Dataset content:
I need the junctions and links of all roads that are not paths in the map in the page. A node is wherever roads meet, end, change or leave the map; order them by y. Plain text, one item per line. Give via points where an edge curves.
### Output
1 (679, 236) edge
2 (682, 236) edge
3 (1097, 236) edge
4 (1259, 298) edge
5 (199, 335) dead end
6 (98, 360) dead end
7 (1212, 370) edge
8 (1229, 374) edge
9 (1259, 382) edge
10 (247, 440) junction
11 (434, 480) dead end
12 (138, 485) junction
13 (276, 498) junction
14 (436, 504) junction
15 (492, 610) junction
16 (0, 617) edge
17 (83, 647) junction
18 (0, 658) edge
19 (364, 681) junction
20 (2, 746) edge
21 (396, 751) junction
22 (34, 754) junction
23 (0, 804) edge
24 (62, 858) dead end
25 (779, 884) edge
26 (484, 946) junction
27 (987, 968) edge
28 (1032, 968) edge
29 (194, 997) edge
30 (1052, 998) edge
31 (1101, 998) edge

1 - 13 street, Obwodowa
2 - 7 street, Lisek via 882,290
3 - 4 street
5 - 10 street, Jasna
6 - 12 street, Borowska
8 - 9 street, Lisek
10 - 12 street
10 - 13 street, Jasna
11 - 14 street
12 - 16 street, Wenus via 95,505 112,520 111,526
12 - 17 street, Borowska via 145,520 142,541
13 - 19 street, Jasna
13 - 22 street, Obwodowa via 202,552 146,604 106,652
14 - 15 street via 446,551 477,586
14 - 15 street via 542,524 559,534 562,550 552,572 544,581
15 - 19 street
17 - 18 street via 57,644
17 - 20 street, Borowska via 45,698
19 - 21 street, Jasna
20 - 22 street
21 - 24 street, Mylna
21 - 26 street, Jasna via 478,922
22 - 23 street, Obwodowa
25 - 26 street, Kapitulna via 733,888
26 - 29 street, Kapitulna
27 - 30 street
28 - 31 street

About this exercise:
In the listing, find each line with the string "dead" and copy it.

Your solution:
5 (199, 335) dead end
6 (98, 360) dead end
11 (434, 480) dead end
24 (62, 858) dead end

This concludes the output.